Use the classic child psychology tactic and provide a “controlled choice.” The key here is that your kid doesn’t get a choice about brushing their teeth, but they DO get some choice during tooth brushing time.
Be sure to have at least two toothbrushes and toothpaste flavours on hand. Your child gets to pick the toothbrush and toothpaste (making these choices can distract them from not having a choice about teeth brushing). You can also have them choose which bathroom they’d like to brush in, or if they want mom and dad to help them.
Take Turns Brushing
Another way to give your child back some control is to let your child have a hand in the teeth-brushing. Of course, you will need to brush their teeth to ensure you clean them properly, but you can still involve them.
Here are three options:
- You have a turn, then they have a turn brushing their teeth (or they have their turn first)
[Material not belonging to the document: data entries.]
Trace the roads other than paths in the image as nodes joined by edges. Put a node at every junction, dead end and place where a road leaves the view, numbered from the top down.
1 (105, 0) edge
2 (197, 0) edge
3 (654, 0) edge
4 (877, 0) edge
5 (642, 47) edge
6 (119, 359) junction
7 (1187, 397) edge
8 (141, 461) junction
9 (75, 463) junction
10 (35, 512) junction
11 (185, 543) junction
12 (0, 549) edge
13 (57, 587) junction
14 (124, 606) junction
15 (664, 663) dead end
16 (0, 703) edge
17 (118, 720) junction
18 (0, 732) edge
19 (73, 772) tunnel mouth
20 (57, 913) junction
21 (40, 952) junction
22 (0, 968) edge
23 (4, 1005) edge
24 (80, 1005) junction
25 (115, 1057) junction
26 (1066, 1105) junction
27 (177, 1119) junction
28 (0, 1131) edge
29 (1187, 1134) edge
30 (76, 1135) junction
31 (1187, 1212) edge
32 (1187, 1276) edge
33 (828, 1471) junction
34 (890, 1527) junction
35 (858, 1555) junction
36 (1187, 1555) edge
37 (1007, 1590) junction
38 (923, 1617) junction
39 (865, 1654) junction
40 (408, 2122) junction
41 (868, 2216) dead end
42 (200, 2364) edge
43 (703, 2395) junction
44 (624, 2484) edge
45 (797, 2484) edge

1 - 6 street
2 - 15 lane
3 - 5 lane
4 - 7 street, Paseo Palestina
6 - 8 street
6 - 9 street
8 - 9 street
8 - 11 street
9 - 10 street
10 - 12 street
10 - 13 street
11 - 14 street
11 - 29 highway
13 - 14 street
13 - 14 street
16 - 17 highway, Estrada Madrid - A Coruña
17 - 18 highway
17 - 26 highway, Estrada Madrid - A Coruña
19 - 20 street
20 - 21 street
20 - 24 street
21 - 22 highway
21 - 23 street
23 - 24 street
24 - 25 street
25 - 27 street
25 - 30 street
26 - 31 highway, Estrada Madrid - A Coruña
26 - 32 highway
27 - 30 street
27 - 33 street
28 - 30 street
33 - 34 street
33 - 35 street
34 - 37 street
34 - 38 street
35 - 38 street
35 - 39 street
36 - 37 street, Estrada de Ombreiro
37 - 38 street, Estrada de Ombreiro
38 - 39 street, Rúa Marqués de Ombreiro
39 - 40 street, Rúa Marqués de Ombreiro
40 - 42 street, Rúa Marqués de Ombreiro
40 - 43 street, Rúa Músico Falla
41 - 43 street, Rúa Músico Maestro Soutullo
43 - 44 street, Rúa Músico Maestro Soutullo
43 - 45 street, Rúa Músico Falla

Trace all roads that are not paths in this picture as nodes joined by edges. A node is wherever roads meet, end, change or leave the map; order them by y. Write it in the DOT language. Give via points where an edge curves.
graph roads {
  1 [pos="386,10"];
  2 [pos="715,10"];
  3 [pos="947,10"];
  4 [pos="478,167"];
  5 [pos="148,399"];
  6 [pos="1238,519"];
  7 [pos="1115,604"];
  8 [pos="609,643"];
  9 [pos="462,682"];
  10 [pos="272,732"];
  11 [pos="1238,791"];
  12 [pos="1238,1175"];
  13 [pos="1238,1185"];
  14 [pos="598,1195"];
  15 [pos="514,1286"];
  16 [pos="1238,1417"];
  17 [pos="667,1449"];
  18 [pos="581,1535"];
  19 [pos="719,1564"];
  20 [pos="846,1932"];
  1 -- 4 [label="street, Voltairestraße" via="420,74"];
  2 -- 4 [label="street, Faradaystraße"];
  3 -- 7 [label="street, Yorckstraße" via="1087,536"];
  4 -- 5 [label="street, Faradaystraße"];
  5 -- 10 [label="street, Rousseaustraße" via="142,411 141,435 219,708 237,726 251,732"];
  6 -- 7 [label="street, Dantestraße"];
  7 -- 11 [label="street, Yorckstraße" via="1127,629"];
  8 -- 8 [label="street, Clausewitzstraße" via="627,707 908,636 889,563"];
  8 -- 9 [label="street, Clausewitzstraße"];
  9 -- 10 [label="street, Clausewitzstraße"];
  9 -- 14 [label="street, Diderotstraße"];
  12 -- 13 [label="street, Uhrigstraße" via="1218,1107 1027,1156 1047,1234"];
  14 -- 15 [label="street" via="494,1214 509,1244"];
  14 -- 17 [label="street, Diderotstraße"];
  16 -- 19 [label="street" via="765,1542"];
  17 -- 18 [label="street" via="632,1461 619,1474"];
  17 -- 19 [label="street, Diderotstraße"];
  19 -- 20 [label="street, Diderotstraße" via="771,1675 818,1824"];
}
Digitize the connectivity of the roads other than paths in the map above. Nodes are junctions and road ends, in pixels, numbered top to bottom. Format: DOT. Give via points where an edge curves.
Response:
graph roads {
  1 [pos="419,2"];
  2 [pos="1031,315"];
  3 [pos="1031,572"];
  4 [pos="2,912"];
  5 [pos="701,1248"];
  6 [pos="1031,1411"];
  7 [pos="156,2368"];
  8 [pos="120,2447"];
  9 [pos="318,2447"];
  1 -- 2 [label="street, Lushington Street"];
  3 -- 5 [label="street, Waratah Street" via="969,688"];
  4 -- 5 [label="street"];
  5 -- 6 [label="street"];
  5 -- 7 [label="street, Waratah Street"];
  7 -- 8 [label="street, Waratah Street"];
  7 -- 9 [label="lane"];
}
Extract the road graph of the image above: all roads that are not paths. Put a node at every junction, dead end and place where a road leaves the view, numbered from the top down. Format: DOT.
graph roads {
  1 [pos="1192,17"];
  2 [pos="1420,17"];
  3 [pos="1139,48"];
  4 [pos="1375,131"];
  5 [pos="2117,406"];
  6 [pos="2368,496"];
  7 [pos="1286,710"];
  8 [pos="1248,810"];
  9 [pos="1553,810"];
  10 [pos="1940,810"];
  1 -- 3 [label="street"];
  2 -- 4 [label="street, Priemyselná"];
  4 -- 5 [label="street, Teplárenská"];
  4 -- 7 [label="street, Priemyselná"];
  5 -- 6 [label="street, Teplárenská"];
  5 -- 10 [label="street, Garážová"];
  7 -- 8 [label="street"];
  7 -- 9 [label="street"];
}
- They brush your teeth, then you brush theirs
- They brush a doll’s teeth
Other Tooth-Brushing Hacks:
If you’re having trouble getting your child to open their mouth correctly, try having them make sounds. ‘Ahhh’ for brushing the back teeth and ‘Errrrr’ for brushing the front teeth.
Facetime with a family member during tooth brushing time and have them brush their teeth at the same time. Try an older cousin, or even a grandparent. Sometimes you need back-up!
One mom told me she would brush her son’s teeth in the bathtub while he bit down on a facecloth. She worked around the cloth. That was the only way he could handle a toothbrush in his mouth. If you have an extreme case, it might be worth a try.
Scare Tactics/Truth Time
Another option is to lay out the negative consequences of not brushing teeth. You could show your little one what a mouth of dirty or rotten teeth looks like.
As always, toddlers need to deal in concrete terms. Hearing you talk about cavities and rotten teeth is probably too abstract for most toddlers. A photo is more tangible.
This suggestion is really at your discretion. A sensitive child might not handle this very well. However, for some kids, it works wonders.
You can also adjust the grossness of the photo. Some kids may respond to a picture of yellow teeth, while others might need to see something slightly more graphic. Your call.
The fact is that brushing your child’s teeth is a vital part of keeping them healthy and is part of your job as a parent, whether they like it or not.
Think of it as you would a dirty diaper. Your toddler may not want to have their diaper changed. They may fight you. You might even have to pin them down in order to change it. They won’t like it, but you’re certainly not going to let them run around all day in a poopy diaper.
Teeth brushing is the same thing.
If you have to pin your child down to brush their teeth, so be it. Likely you’ll only have to do this a few times and they’ll realize they don’t have a choice in the matter.
If you give up every time they throw a fit, it only teaches them to throw a bigger fit next time.
Stay firm and they will get used to it quicker than you think.
So, those are my best tips to end the toddler teeth brushing struggle Good luck and stay strong, mamas!